Florida Counselor Accused of Billing Medicaid for 2,696 Telehealth Sessions That Never Happened

Image Credit: Volusia County Branch Jail.

An Ormond Beach, Florida, mental health counselor is accused of causing thousands of Medicaid claims to be filed for telehealth mental health services that state and federal officials say were never provided.
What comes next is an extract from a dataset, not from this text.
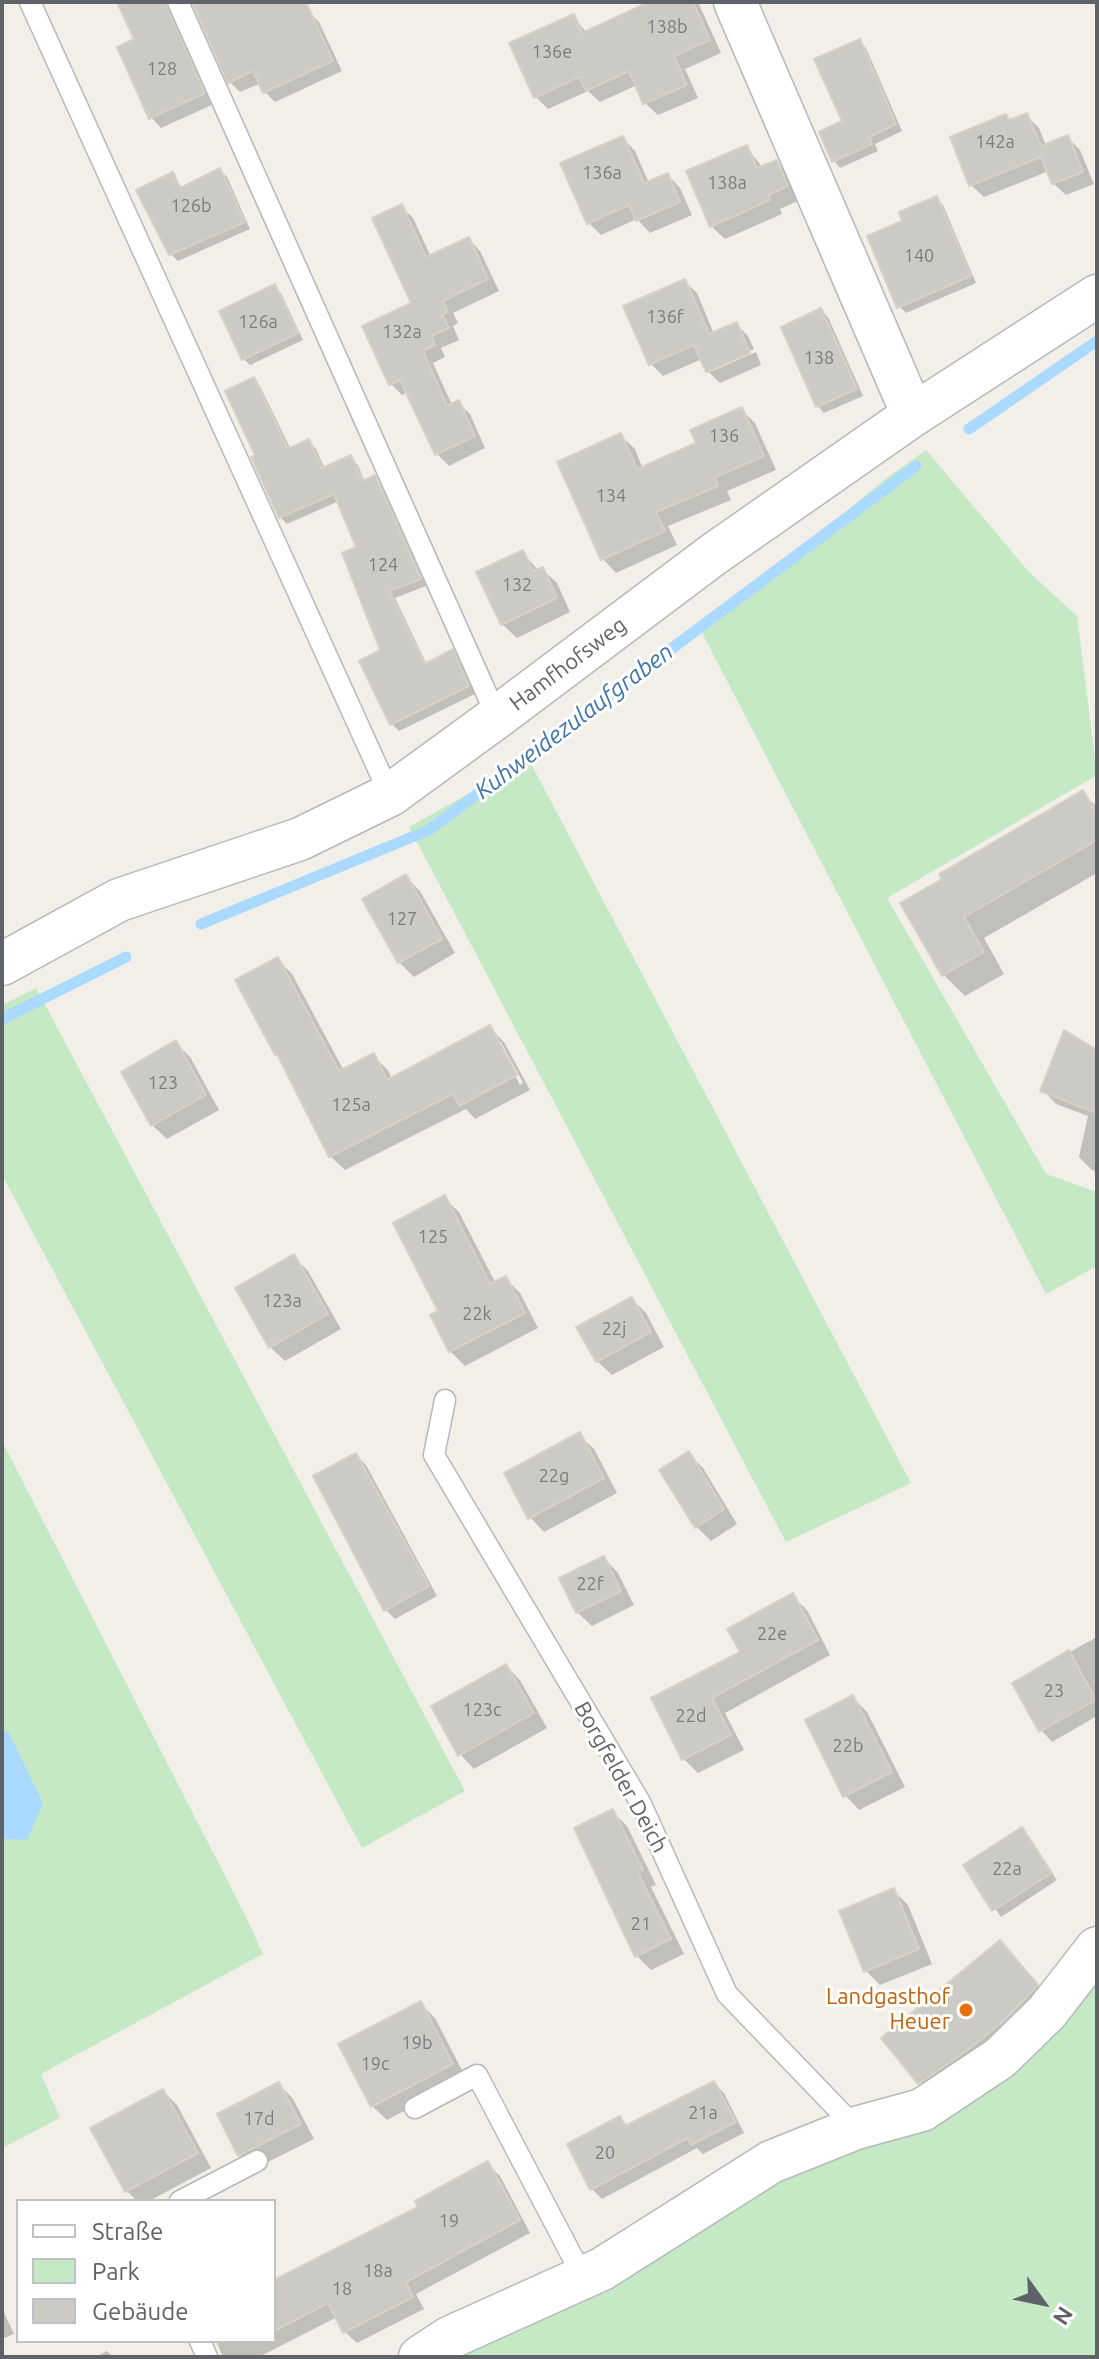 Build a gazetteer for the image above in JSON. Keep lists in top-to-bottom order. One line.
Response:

The Daytona Beach News-Journal reported that the case involving Venessa K. Thomas was part of the 2026 National Health Care Fraud Takedown, a nationwide enforcement action announced by the U.S. Department of Justice.

The DOJ case summary identified Thomas as a 38-year-old licensed mental health counselor from Ormond Beach. She was charged with Medicaid provider fraud, organized scheme to defraud, criminal use of personal information, and offenses against users of computers.

The charges are allegations. Thomas has not been convicted, and prosecutors still have to prove the case in court.

DOJ Says The Case Involved 2,696 Telehealth Claims

 

According to DOJ, Thomas was employed by A Better Life and Community, LLC, and allegedly submitted or caused the submission of 2,696 fraudulent claims for mental health services that were never rendered.

Federal officials said the total amount billed for those claims was $261,804.40. Payment for the claims was traced to $219,787.13 paid to Thomas, according to the DOJ case summary.

The case is being prosecuted by Chief Assistant Statewide Prosecutor Kelsey A. Bledsoe of the Office of the Statewide Prosecutor, DOJ said.

Some Claims Allegedly Used Information Belonging To Minors

DOJ said some of the claims were submitted using identifying information belonging to Medicaid recipients under 18 years old. Authorities alleged that Thomas unlawfully obtained that information through her provider access to a managed care portal.

The News-Journal reported that state investigators accused Thomas of billing for services she did not provide. Local coverage summarizing court records said investigators described some of the billing as “impossible days,” including days when more than 40 hours of therapy services were allegedly billed within a single 24-hour period.

Investigators also alleged that patient information obtained through Medicaid systems was used to create “phantom” clients and submit fraudulent claims, according to local coverage of the court records.

The News-Journal reported that Thomas was booked into the Volusia County Branch Jail on June 18. Local coverage said she was later released on bail.

The Case Was Part Of A Nationwide Health-Care Fraud Takedown

The Justice Department announced the 2026 National Health Care Fraud Takedown on June 23. DOJ said the operation resulted in charges against 455 defendants, including 90 doctors and other licensed medical professionals, in alleged schemes involving more than $6.5 billion in false claims.

DOJ said the takedown involved cases in 56 federal districts and 45 states and territories. The department also said 50 state Medicaid Fraud Control Units participated, the largest number in takedown history.

False Medical Claims Can Create Problems For Patients

Medicaid fraud is often described as theft from taxpayers, but false medical claims can also create practical problems for patients. A person’s record may show therapy sessions, prescriptions, equipment, or services that never actually happened.

The U.S. Department of Health and Human Services has warned that phantom services can pollute medical records. A beneficiary’s file may list equipment or tests that were never provided, which can confuse future providers or make it harder to get a real service approved later.

The FBI advises patients to check explanation-of-benefits records regularly and make sure the dates, locations, and services billed match what they actually received.

For parents and guardians, that warning is especially important when a child has Medicaid coverage. If a child’s account shows therapy, telehealth counseling, transportation, prescriptions, or other services the family never used, the family should contact the plan or provider and report unresolved suspicious billing.

Florida Medicaid Fraud Can Be Reported To State Agencies

The Florida Attorney General’s Medicaid Fraud Control Unit investigates and prosecutes criminal and civil fraud involving providers who improperly bill Florida’s Medicaid program.

The Florida Attorney General’s Office lists a statewide Medicaid fraud hotline at 1-866-966-7226. State guidance says suspected Medicaid fraud can also be reported through the Agency for Health Care Administration’s consumer call center.

Anyone who sees unfamiliar Medicaid claims should save screenshots, notices, appointment records, portal messages, and any denial letters tied to the service. If the charge may be a billing error, start with the provider or health plan. If the service was never provided, or if patient information appears to have been used without permission, report it to the plan, Florida Medicaid, and the Medicaid Fraud Control Unit.